**What you have to do**
Check the records below for the word "highway" and state how many lines contain it, replying with the number only.

**Data supplied**
--------

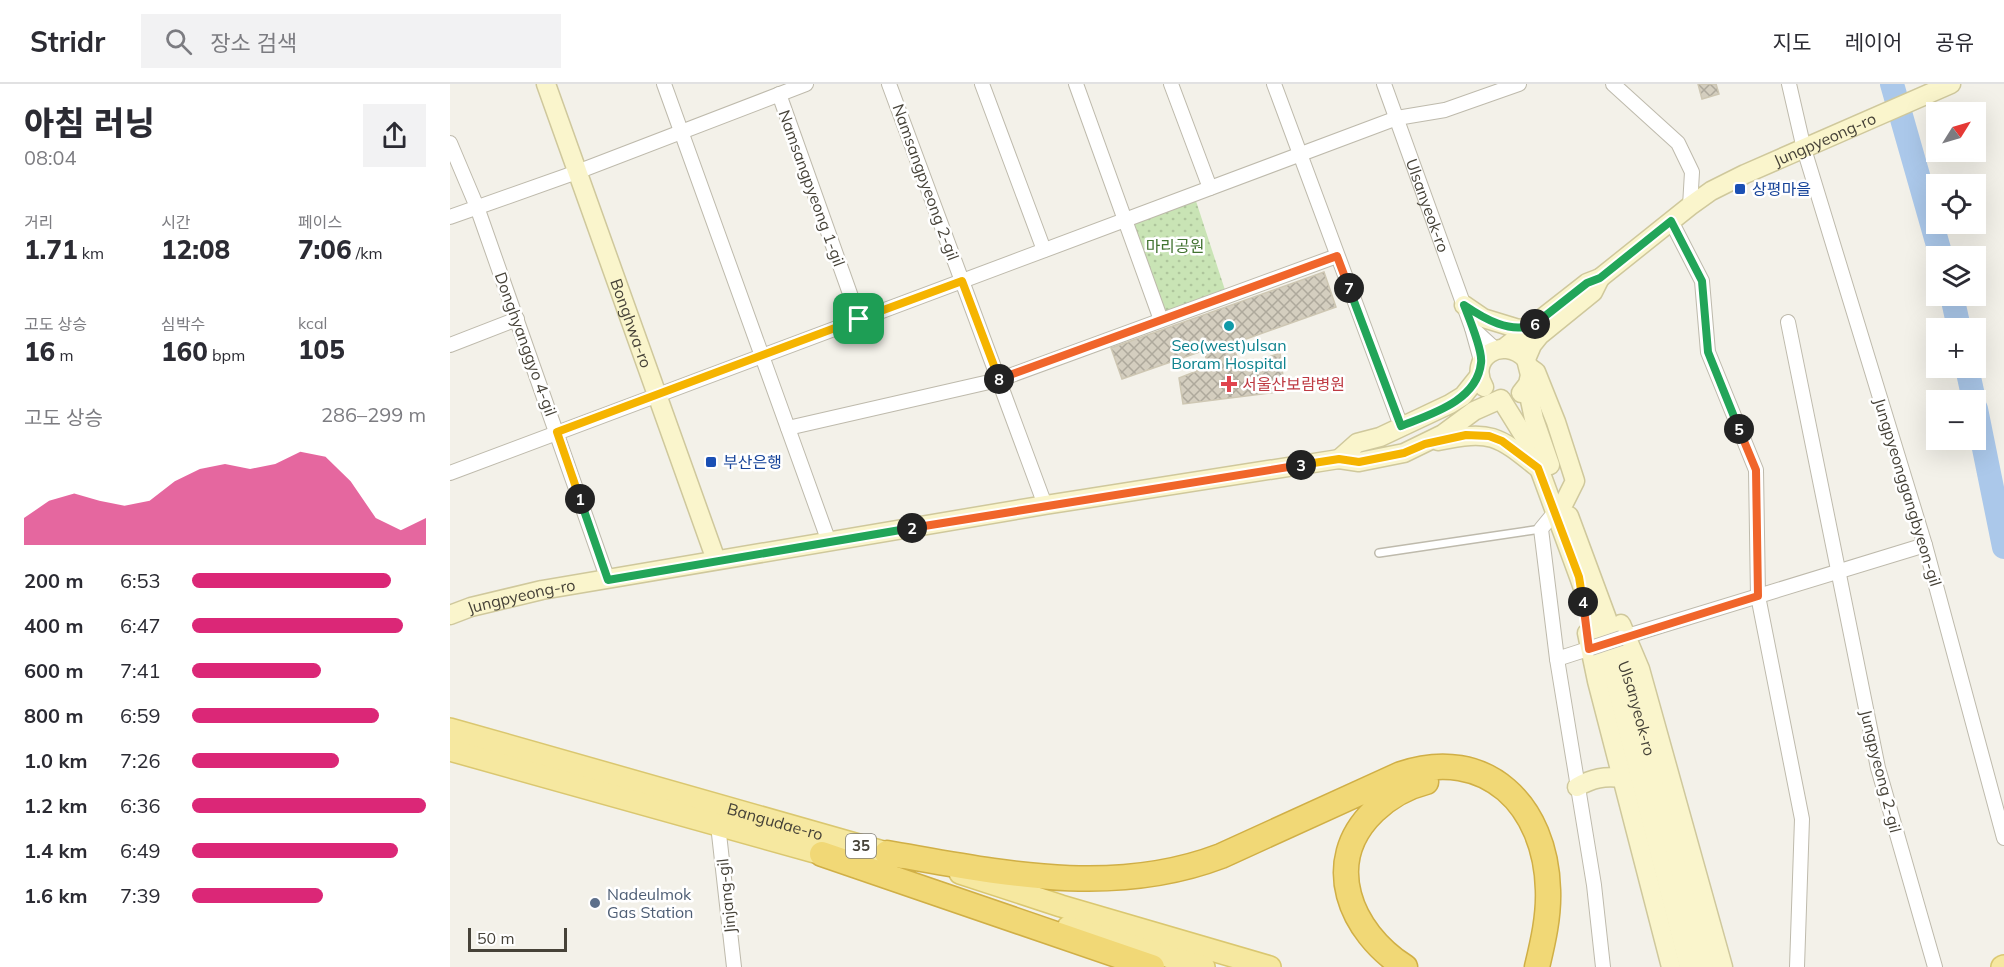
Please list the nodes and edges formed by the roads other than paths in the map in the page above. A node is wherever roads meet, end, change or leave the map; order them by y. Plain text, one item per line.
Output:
1 (546, 84) edge
2 (664, 84) edge
3 (806, 84) edge
4 (889, 84) edge
5 (982, 84) edge
6 (1076, 84) edge
7 (1171, 84) edge
8 (1274, 84) edge
9 (1384, 84) edge
10 (1519, 84) edge
11 (1613, 84) edge
12 (1789, 84) edge
13 (1951, 84) edge
14 (779, 94) junction
15 (1397, 118) junction
16 (681, 132) junction
17 (450, 143) edge
18 (1811, 146) junction
19 (1300, 155) junction
20 (577, 172) junction
21 (1210, 188) junction
22 (1690, 206) junction
23 (477, 207) junction
24 (450, 218) edge
25 (1125, 220) junction
26 (1671, 221) junction
27 (1044, 250) junction
28 (1337, 256) junction
29 (1600, 278) junction
30 (962, 281) junction
31 (1464, 305) junction
32 (517, 319) junction
33 (859, 319) junction
34 (1161, 321) junction
35 (1788, 322) dead end
36 (1533, 326) junction
37 (1473, 328) junction
38 (450, 345) edge
39 (1500, 349) junction
40 (762, 355) junction
41 (1528, 363) junction
42 (1480, 370) junction
43 (998, 380) junction
44 (1527, 386) junction
45 (657, 394) junction
46 (1501, 399) junction
47 (1401, 426) junction
48 (788, 428) junction
49 (557, 432) junction
50 (1425, 444) junction
51 (1339, 459) junction
52 (1538, 468) junction
53 (450, 472) edge
54 (1045, 505) junction
55 (1559, 507) junction
56 (1541, 529) junction
57 (829, 542) junction
58 (1925, 545) junction
59 (1379, 552) dead end
60 (716, 560) junction
61 (1838, 572) junction
62 (1586, 575) junction
63 (608, 580) junction
64 (1758, 596) junction
65 (450, 615) edge
66 (1624, 638) junction
67 (1590, 648) junction
68 (1557, 659) junction
69 (450, 729) edge
70 (450, 750) edge
71 (1622, 778) junction
72 (1577, 787) junction
73 (718, 825) junction
74 (2004, 838) edge
75 (887, 853) junction
76 (822, 854) junction
77 (734, 967) edge
78 (1152, 967) edge
79 (1204, 967) edge
80 (1270, 967) edge
81 (1405, 967) edge
82 (1526, 967) edge
83 (1537, 967) edge
84 (1603, 967) edge
85 (1671, 967) edge
86 (1689, 967) edge
87 (1706, 967) edge
88 (1723, 967) edge
89 (1797, 967) edge
90 (1935, 967) edge

1 - 20 main road, Bonghwa-ro
2 - 16 street
3 - 14 street, Namsangpyeong 1-gil
4 - 30 street, Namsangpyeong 2-gil
5 - 27 street
6 - 25 street
7 - 21 street
8 - 19 street
9 - 15 street, Ulsanyeok-ro
10 - 15 street, Namsangpyeong 2-gil
11 - 22 street
12 - 18 street, Jungpyeonggangbyeon-gil
13 - 18 main road, Jungpyeong-ro
14 - 16 street, Namsangpyeong 1-gil
14 - 33 street, Namsangpyeong 1-gil
15 - 19 street, Namsangpyeong 2-gil
15 - 31 street, Ulsanyeok-ro
16 - 20 street, Namsangpyeong 1-gil
16 - 40 street
17 - 23 street, Donghyanggyo 4-gil
18 - 22 main road, Jungpyeong-ro
18 - 58 street, Jungpyeonggangbyeon-gil
19 - 21 street, Namsangpyeong 2-gil
19 - 28 street
20 - 23 street, Namsangpyeong 1-gil
20 - 45 main road, Bonghwa-ro
21 - 25 street, Namsangpyeong 2-gil
22 - 26 main road, Jungpyeong-ro
23 - 24 street, Namsangpyeong 1-gil
23 - 32 street, Donghyanggyo 4-gil
25 - 27 street, Namsangpyeong 2-gil
25 - 34 street
26 - 29 main road, Jungpyeong-ro
26 - 64 street
27 - 30 street, Namsangpyeong 2-gil
28 - 34 street
28 - 47 street
29 - 36 main road
29 - 41 main road
30 - 33 street, Namsangpyeong 2-gil
30 - 43 street, Namsangpyeong 2-gil
31 - 36 main road
31 - 37 street, Ulsanyeok-ro
32 - 38 street
32 - 49 street, Donghyanggyo 4-gil
33 - 40 street
34 - 43 street
35 - 61 street, Jungpyeong 2-gil
36 - 39 main road
37 - 39 street
37 - 42 street, Ulsanyeok-ro
39 - 41 main road
39 - 42 main road
40 - 45 street
40 - 48 street
41 - 44 main road
41 - 55 main road
42 - 46 main road
42 - 47 main road
43 - 48 street
43 - 54 street, Namsangpyeong 2-gil
44 - 46 main road
44 - 55 main road, Ulsanyeok-ro
45 - 49 street
45 - 60 main road, Bonghwa-ro
46 - 50 main road
46 - 52 main road, Ulsanyeok-ro
47 - 51 main road
48 - 57 street
49 - 53 street
49 - 63 street, Donghyanggyo 4-gil
50 - 51 main road, Jungpyeong-ro
50 - 52 main road
51 - 54 main road, Jungpyeong-ro
52 - 55 main road, Ulsanyeok-ro
54 - 57 main road, Jungpyeong-ro
55 - 56 street
55 - 62 main road, Ulsanyeok-ro
56 - 59 lane
56 - 68 street
57 - 60 main road, Jungpyeong-ro
58 - 61 street
58 - 74 street, Jungpyeonggangbyeon-gil
60 - 63 main road, Jungpyeong-ro
61 - 64 street
61 - 90 street, Jungpyeong 2-gil
62 - 66 main road
62 - 67 main road
62 - 86 main road, Ulsanyeok-ro
62 - 87 main road, Ulsanyeok-ro
63 - 65 main road, Jungpyeong-ro
64 - 66 street
64 - 89 street
66 - 67 street, bridge
66 - 88 main road
67 - 68 street
67 - 71 main road
68 - 72 street
69 - 75 main road, Bangudae-ro / 35
70 - 73 main road, Bangudae-ro / 35
71 - 72 main road
71 - 85 main road
72 - 84 street
73 - 76 main road, Bangudae-ro / 35
73 - 77 street, Jinjang-gil
75 - 80 main road, Bangudae-ro / 35
75 - 83 highway
76 - 78 highway
76 - 79 main road, Bangudae-ro / 35
81 - 82 highway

--------

**Answer to the problem**
3